In paraffin sections a distinctive pattern of markers can be detected and these may be of diagnostic value (specially when marrow shows a low level of infiltration).

In addition to pan-B-cell markers such as CD20 and CD79a, neoplastic cells often express CD68 (as cytoplasmic dots) and are labelled by antibody DBA44.  Acid Phosphatase isoenzyme 5 (Tartarate - resistant) -TRAP is another useful marker in the identification of hairy cell leukaemia.

See the images below:

 

 

The hairy projections are visible in well-prepared blood smear.

 
 

Hairy cells demonstrate strong positivity for tartrate-resistant acid phosphatase (TRAP) staining.

 
 

Hairy cell Leukaemia in the Spleen. The splenic cords are widened by diffuse infiltration of leukaemic cells.

 
 

Hairy cell Leukaemia in the Spleen. Hematoxylin and Eosin stain.

 
 

DBA 44 is a highly sensitive marker of Hairy Cell Leukaemia and is particularly useful in the identification of small amounts of disease in bone marrow biopsies of patients following therapy.

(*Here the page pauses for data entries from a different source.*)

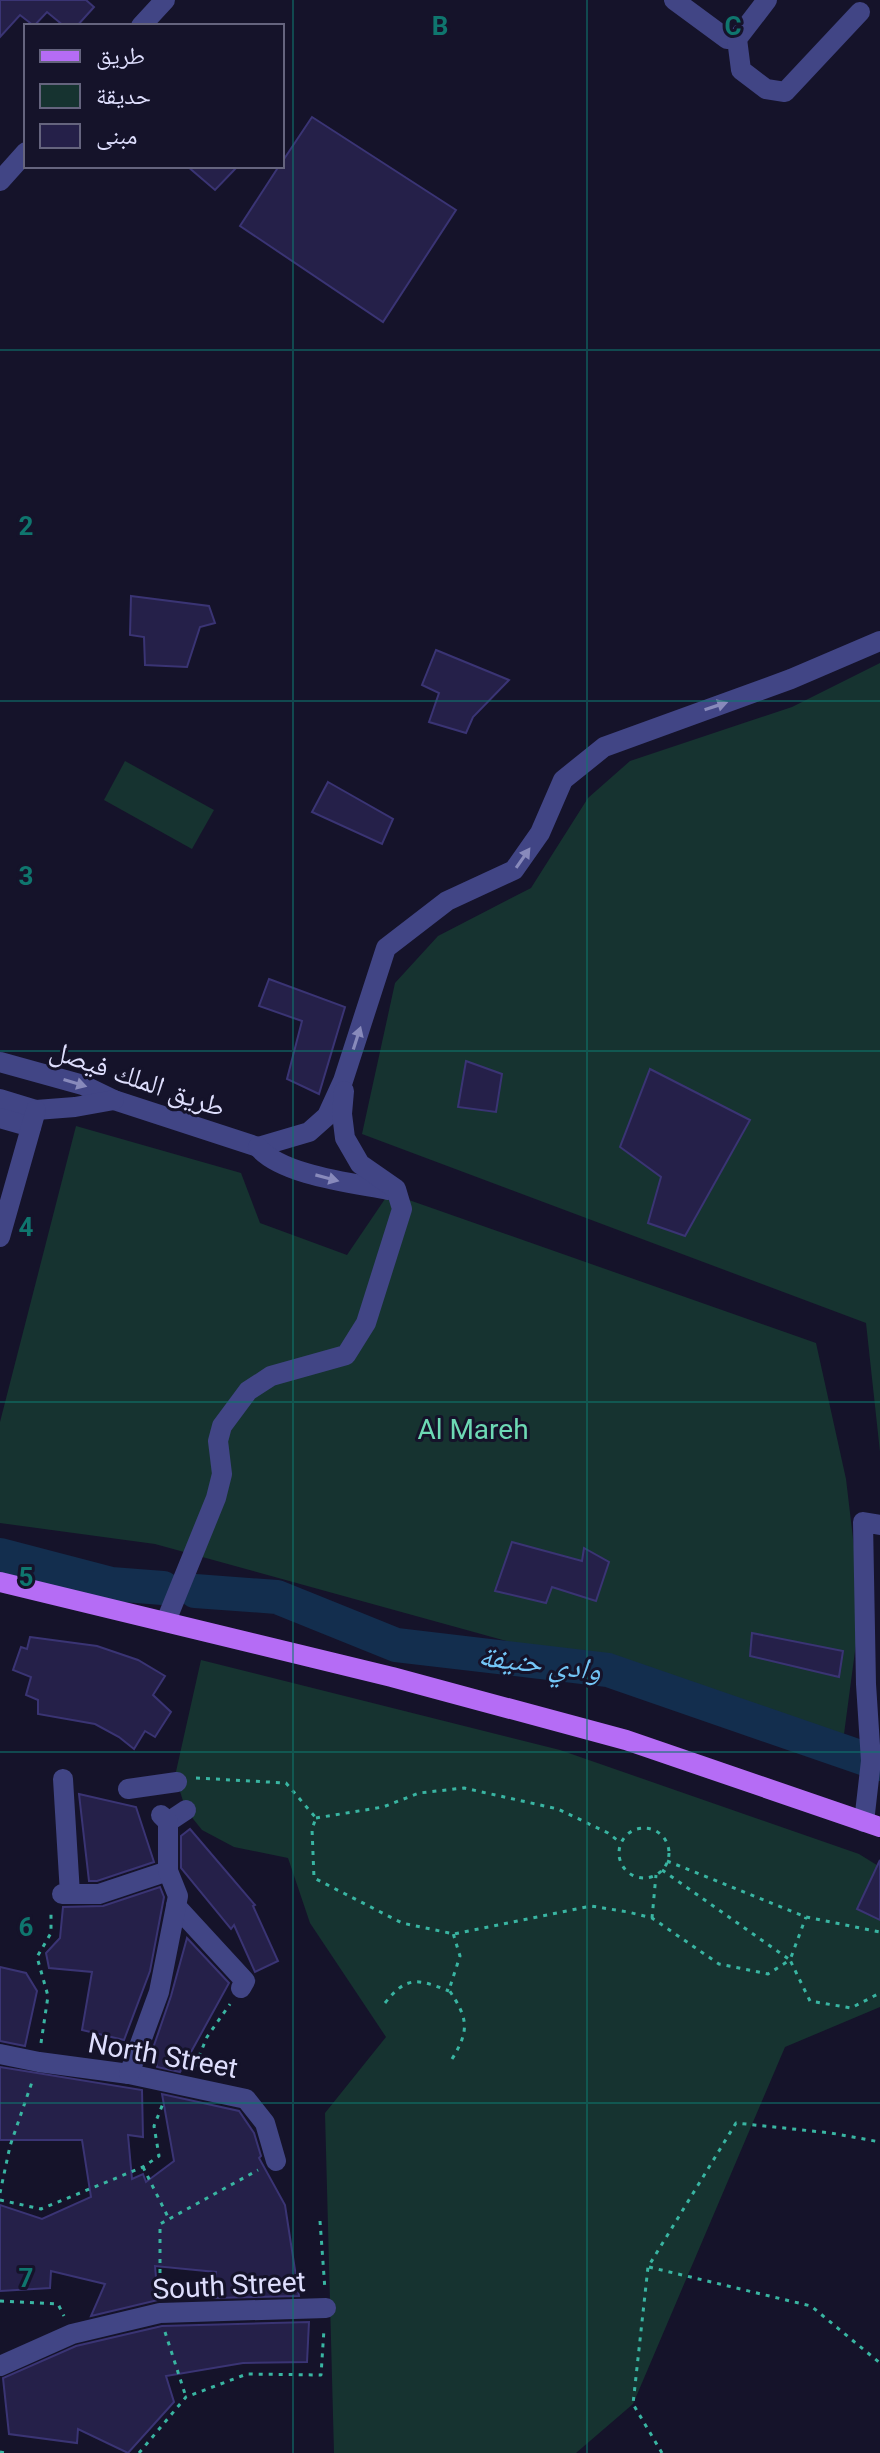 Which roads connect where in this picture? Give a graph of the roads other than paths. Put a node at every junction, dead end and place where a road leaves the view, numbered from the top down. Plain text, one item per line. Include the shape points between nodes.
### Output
1 (165, 0) edge
2 (674, 0) edge
3 (767, 0) edge
4 (860, 12) dead end
5 (143, 24) edge
6 (737, 39) junction
7 (24, 154) edge
8 (0, 181) edge
9 (880, 641) edge
10 (0, 1062) edge
11 (343, 1081) junction
12 (0, 1099) edge
13 (114, 1100) junction
14 (0, 1118) edge
15 (33, 1118) junction
16 (258, 1147) junction
17 (402, 1209) junction
18 (0, 1237) edge
19 (880, 1525) edge
20 (0, 1582) edge
21 (166, 1621) junction
22 (63, 1779) dead end
23 (177, 1782) road end
24 (128, 1789) dead end
25 (186, 1810) dead end
26 (872, 1824) edge
27 (168, 1871) junction
28 (176, 1906) junction
29 (241, 1988) road end
30 (0, 2054) edge
31 (129, 2074) junction
32 (276, 2161) road end
33 (326, 2308) road end
34 (0, 2366) edge

1 - 5 street
2 - 6 street via 727,39
3 - 6 street
4 - 6 street via 785,92 766,89 741,70
7 - 8 street
11 -> 9 street via 386,948 447,901 514,870 540,833 563,780 604,747
10 -> 13 street, طريق الملك فيصل via 83,1085
11 - 16 street via 327,1116 309,1132
11 - 17 street via 345,1138 360,1164 396,1189
12 - 15 street
13 - 15 street
13 - 16 street, طريق الملك فيصل
14 - 15 street
15 - 18 street
16 -> 17 street, طريق الملك فيصل via 276,1164 390,1190
17 - 21 street via 366,1323 346,1355 271,1376 248,1391 222,1426 219,1486
19 - 26 street via 863,1522
20 - 21 main road
21 - 26 main road via 626,1740
22 - 27 street via 66,1894 99,1894
23 - 24 street
25 - 27 street via 164,1818
27 - 28 street via 178,1896
28 - 29 street via 245,1981
28 - 31 street via 159,1992
30 - 31 street, North Street
31 - 32 street, North Street via 246,2099 265,2123
33 - 34 street, South Street via 160,2313 72,2334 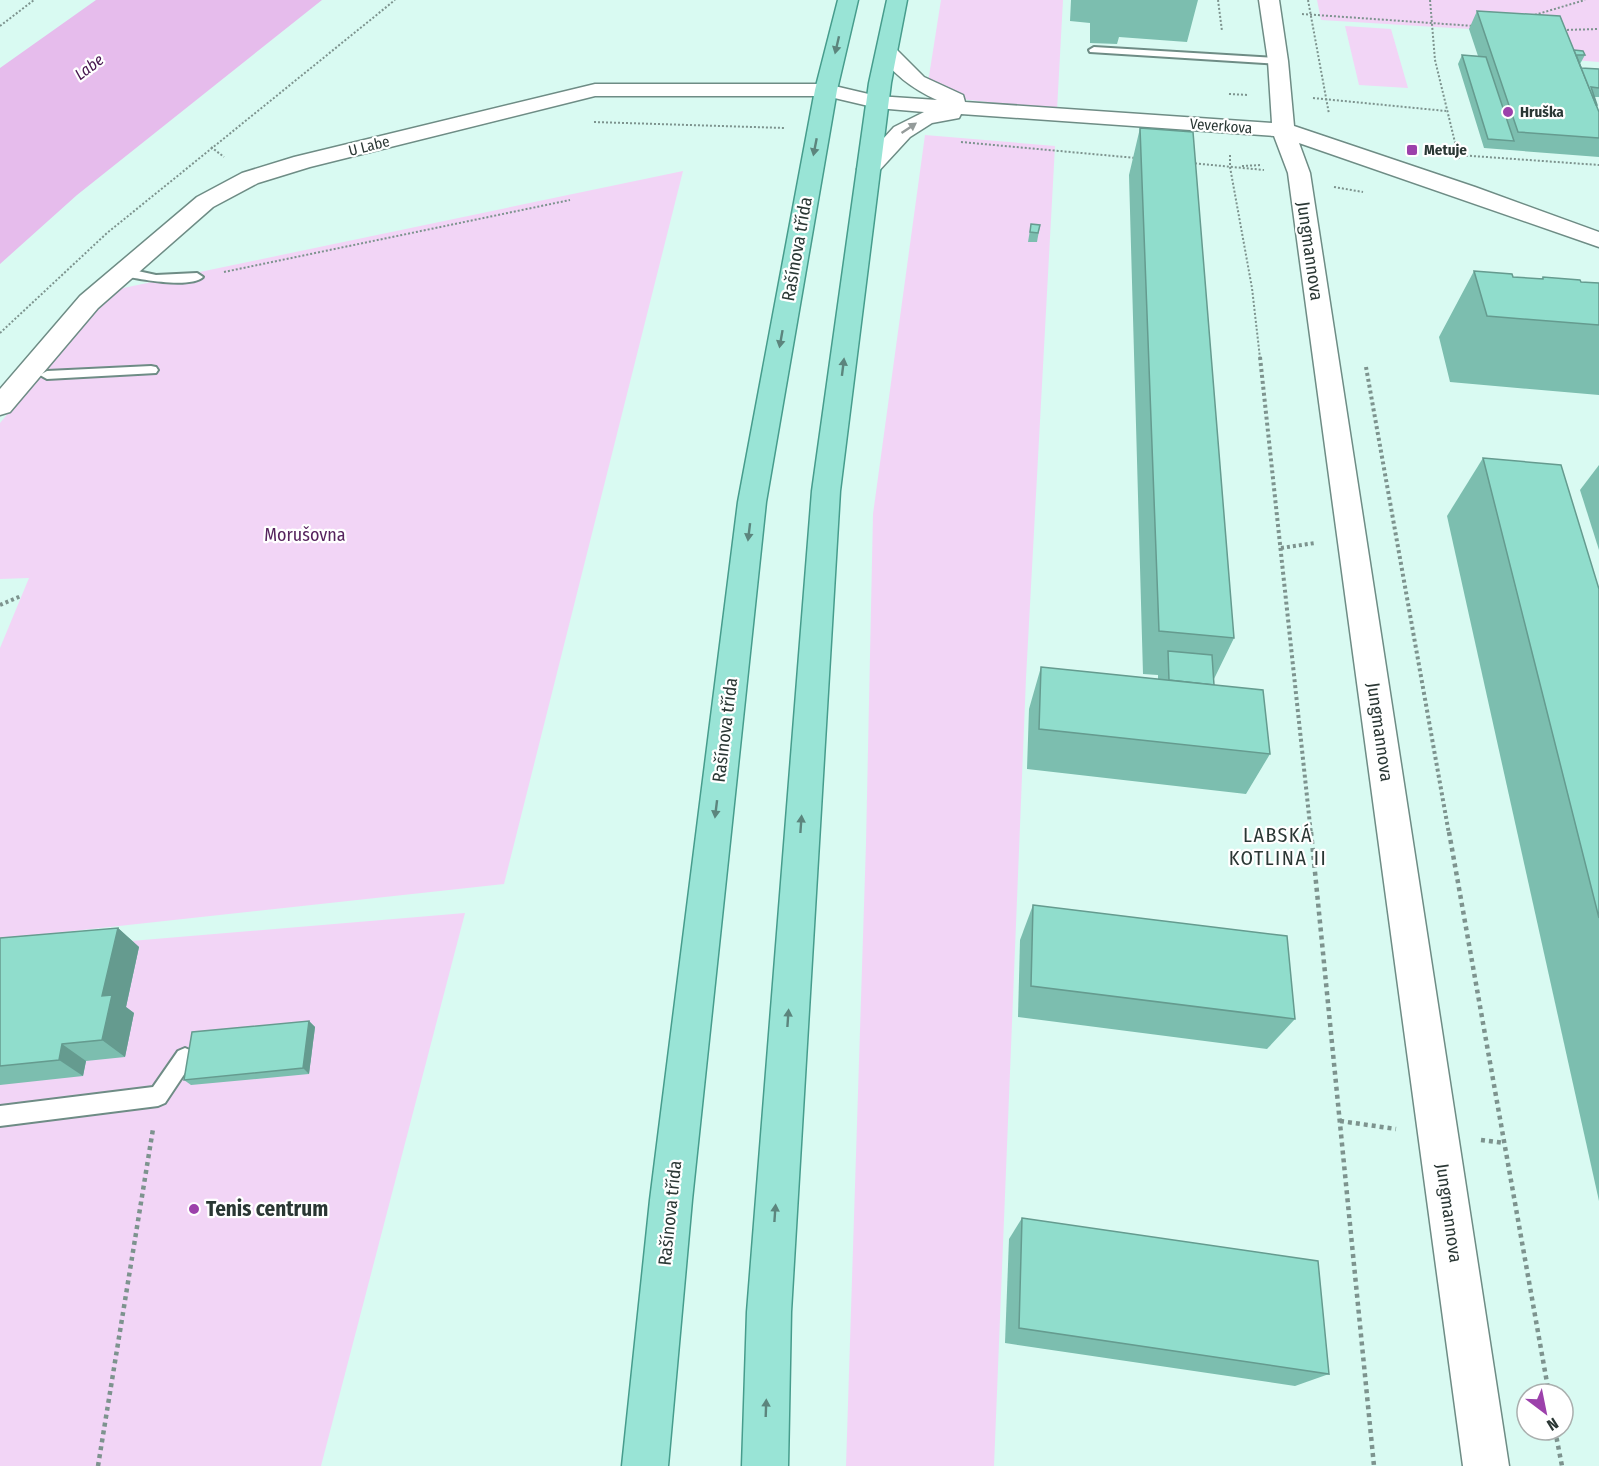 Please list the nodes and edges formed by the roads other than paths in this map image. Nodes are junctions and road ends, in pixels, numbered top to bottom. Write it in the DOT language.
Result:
graph roads {
  1 [pos="848,0"];
  2 [pos="897,0"];
  3 [pos="1270,6"];
  4 [pos="1094,50"];
  5 [pos="887,51"];
  6 [pos="1278,61"];
  7 [pos="826,90"];
  8 [pos="877,102"];
  9 [pos="976,109"];
  10 [pos="1283,130"];
  11 [pos="868,169"];
  12 [pos="1599,240"];
  13 [pos="124,272"];
  14 [pos="197,277"];
  15 [pos="151,370"];
  16 [pos="47,375"];
  17 [pos="0,406"];
  18 [pos="185,1058"];
  19 [pos="0,1116"];
  20 [pos="645,1466"];
  21 [pos="765,1466"];
  22 [pos="1486,1466"];
  1 -- 7 [label="main road, Rašínova třída, one-way"];
  2 -- 5 [label="main road"];
  3 -- 6 [label="street, Jungmannova"];
  4 -- 6 [label="lane"];
  5 -- 8 [label="main road"];
  5 -- 9 [label="street"];
  6 -- 10 [label="street, Jungmannova"];
  7 -- 8 [label="street, Veverkova"];
  7 -- 13 [label="street, U Labe"];
  7 -- 20 [label="main road, Rašínova třída, one-way"];
  8 -- 9 [label="street, Veverkova"];
  8 -- 11 [label="main road"];
  9 -- 10 [label="street, Veverkova"];
  11 -- 9 [label="street, one-way"];
  10 -- 12 [label="street, Veverkova"];
  10 -- 22 [label="street, Jungmannova"];
  21 -- 11 [label="main road, one-way"];
  13 -- 14 [label="lane"];
  13 -- 17 [label="street, U Labe"];
  15 -- 16 [label="lane"];
  18 -- 19 [label="lane"];
}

Although this antibody stains upto 100% of cases of hairy cell leukaemia it is not specific and is positive in a wide range of other lymphomas. - Example: Lymphoplasmacytic Lymphoma, Mantle cell Lymphoma, and Follicular cell lymphoma.

 

 
 

Hairy cell Leukaemia in the Spleen -  Acid Phosphatase isoenzyme 5 (Tartarate - resistant) -TRAP is another useful marker in the identification of hairy cell leukaemia and can be detected by immunohistochemistry using a monoclonal antibody reactive in formalin-fixed paraffin-embedded material.